[[ RECORDS SHOWN, beginning ]]

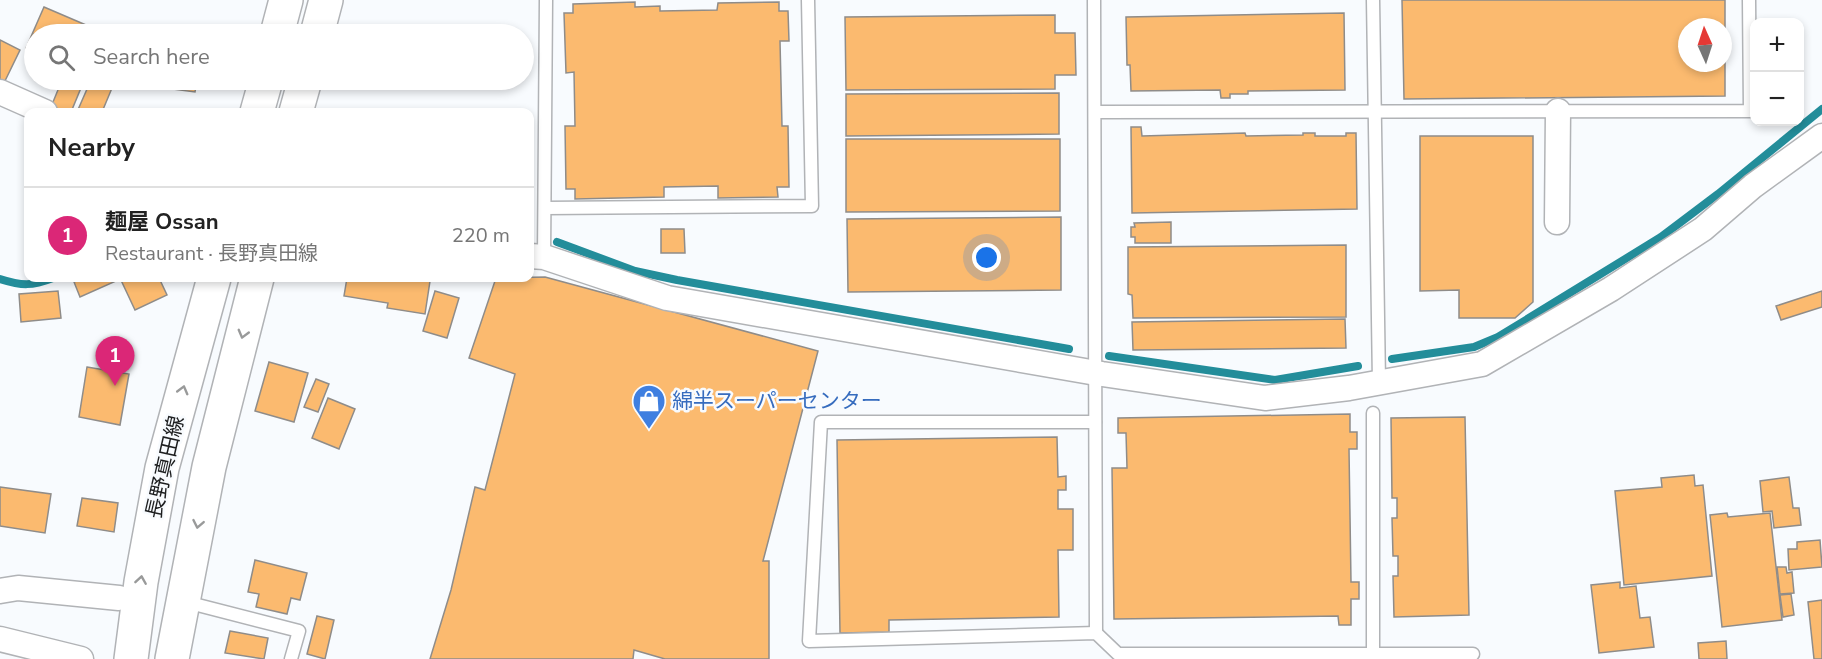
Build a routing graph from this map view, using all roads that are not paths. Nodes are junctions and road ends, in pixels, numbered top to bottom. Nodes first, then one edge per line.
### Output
1 (286, 0) edge
2 (326, 0) edge
3 (546, 0) edge
4 (808, 0) edge
5 (1094, 0) edge
6 (1373, 0) edge
7 (1749, 0) edge
8 (280, 24) edge
9 (320, 24) edge
10 (263, 90) edge
11 (302, 90) edge
12 (0, 92) edge
13 (36, 108) edge
14 (258, 108) edge
15 (297, 108) edge
16 (1558, 111) junction
17 (1096, 112) junction
18 (1375, 112) junction
19 (1822, 136) edge
20 (545, 208) junction
21 (1557, 222) dead end
22 (537, 256) edge
23 (212, 282) edge
24 (256, 282) edge
25 (1095, 372) junction
26 (1378, 381) junction
27 (1373, 413) dead end
28 (1095, 422) junction
29 (0, 591) edge
30 (119, 598) dead end
31 (183, 601) junction
32 (1096, 633) junction
33 (0, 639) edge
34 (1373, 654) junction
35 (1473, 654) dead end
36 (81, 659) edge
37 (131, 659) edge
38 (172, 659) edge
39 (291, 659) edge

1 - 8 main road
2 - 9 main road
3 - 20 lane
4 - 20 lane
5 - 17 lane
6 - 18 lane
7 - 16 lane
10 - 14 main road
11 - 15 main road
12 - 13 street
16 - 18 lane
16 - 21 street
17 - 18 lane
17 - 25 lane
18 - 26 lane
19 - 26 street
20 - 22 lane
22 - 25 street
37 -> 23 main road, 長野真田線
24 -> 31 main road, 長野真田線
25 - 26 street
25 - 28 lane
27 - 34 lane
28 - 32 lane
28 - 32 lane
29 - 30 street
31 - 38 main road, 長野真田線
31 - 39 lane
32 - 34 lane
33 - 36 street
34 - 35 lane

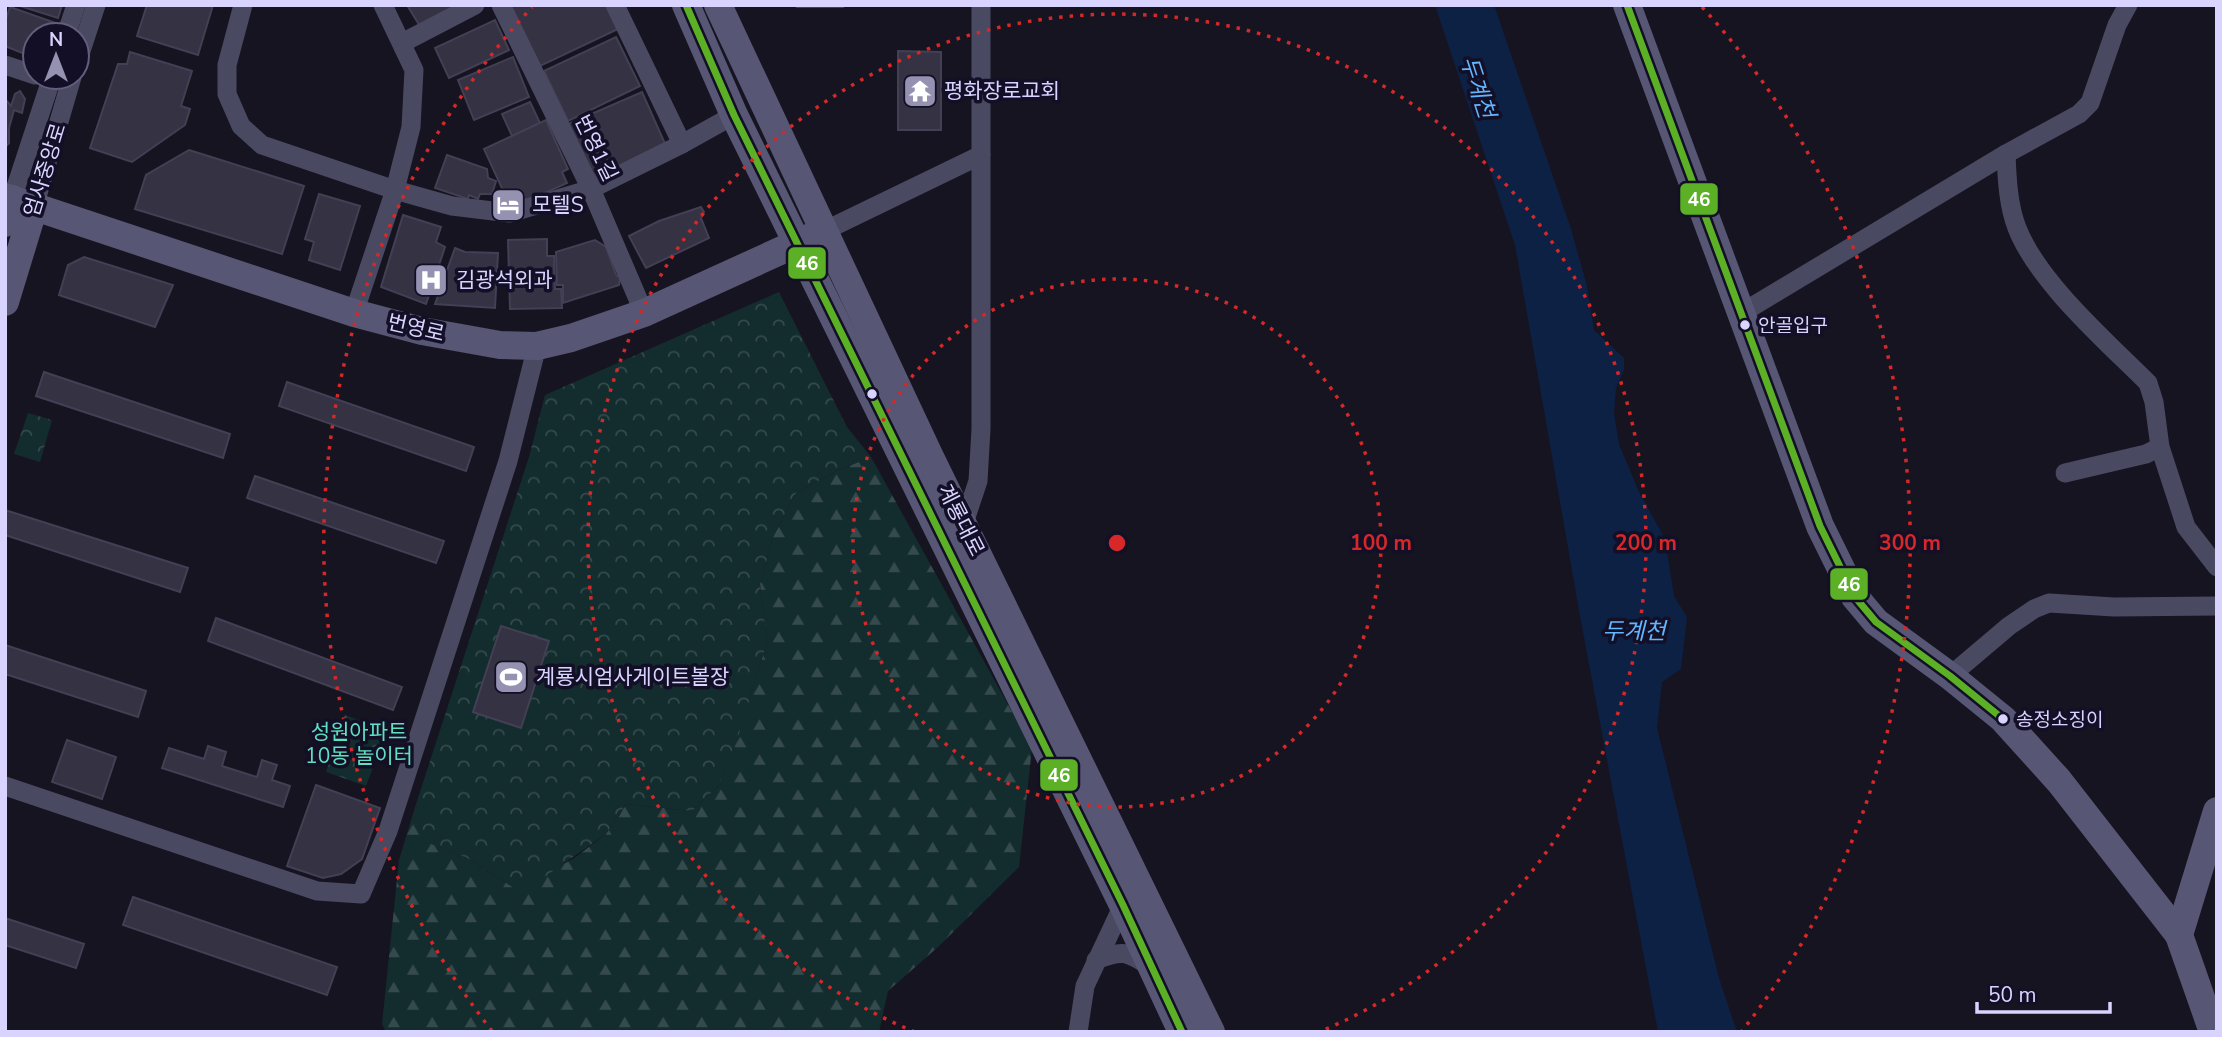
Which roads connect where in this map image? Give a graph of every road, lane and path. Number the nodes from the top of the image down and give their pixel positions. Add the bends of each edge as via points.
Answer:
1 (243, 5) edge
2 (383, 5) edge
3 (475, 5) edge
4 (500, 5) edge
5 (615, 5) edge
6 (686, 5) edge
7 (718, 5) edge
8 (981, 5) edge
9 (1627, 5) edge
10 (2128, 5) edge
11 (402, 43) junction
12 (50, 91) edge
13 (734, 115) junction
14 (682, 144) junction
15 (2006, 154) junction
16 (981, 155) junction
17 (591, 189) junction
18 (395, 190) junction
19 (14, 207) edge
20 (822, 232) junction
21 (796, 243) junction
22 (5, 302) edge
23 (354, 313) junction
24 (644, 313) junction
25 (1740, 314) junction
26 (537, 346) junction
27 (2160, 447) junction
28 (2066, 473) dead end
29 (964, 523) junction
30 (2217, 567) edge
31 (2217, 606) edge
32 (1950, 676) junction
33 (5, 786) edge
34 (2217, 811) edge
35 (1124, 905) junction
36 (2179, 934) junction
37 (1096, 960) junction
38 (1151, 967) junction
39 (1078, 1032) edge
40 (1182, 1032) edge
41 (1211, 1032) edge
42 (2213, 1032) edge

1 - 18 street via 227,65 227,94 241,126 262,145
2 - 11 street
3 - 11 street
4 - 17 street, 번영1길
5 - 14 street
6 - 13 main road, 계룡대로
7 - 20 main road, 계룡대로
8 - 16 street
9 - 25 main road
10 - 15 street via 2090,103 2079,114
11 - 18 street via 414,70 411,127
12 - 19 street, 엄사중앙로
13 - 14 street
13 - 21 main road, 계룡대로
14 - 17 street
15 - 25 street
15 - 27 street via 2016,226 2033,261 2148,383
16 - 20 street
16 - 29 street via 981,429 978,481
17 - 18 street via 510,213 452,206
17 - 24 street, 번영1길
18 - 23 street
19 - 22 main road, 엄사중앙로
19 - 23 main road, 번영로
20 - 21 main road, 번영로
20 - 29 main road, 계룡대로
21 - 24 main road, 번영로
21 - 35 main road, 계룡대로
23 - 26 main road, 번영로 via 422,331 500,345
24 - 26 main road, 번영로
25 - 32 main road via 1820,526 1855,597 1876,622
26 - 33 street via 508,461 388,831 361,894 317,891
27 - 28 street
27 - 30 street via 2186,527
29 - 41 main road, 계룡대로
31 - 32 street via 2049,603 2009,626
32 - 36 main road via 2003,719 2059,781
34 - 36 main road
35 - 37 street
35 - 38 main road, 계룡대로
36 - 42 main road
37 - 38 street via 1128,952
37 - 39 street via 1085,986
38 - 40 main road, 계룡대로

[[ RECORDS SHOWN, end ]]

TASK GOAL | Copy each line from the data above that includes "dead".

EXERCISE SOLUTION |
21 (1557, 222) dead end
27 (1373, 413) dead end
30 (119, 598) dead end
35 (1473, 654) dead end
28 (2066, 473) dead end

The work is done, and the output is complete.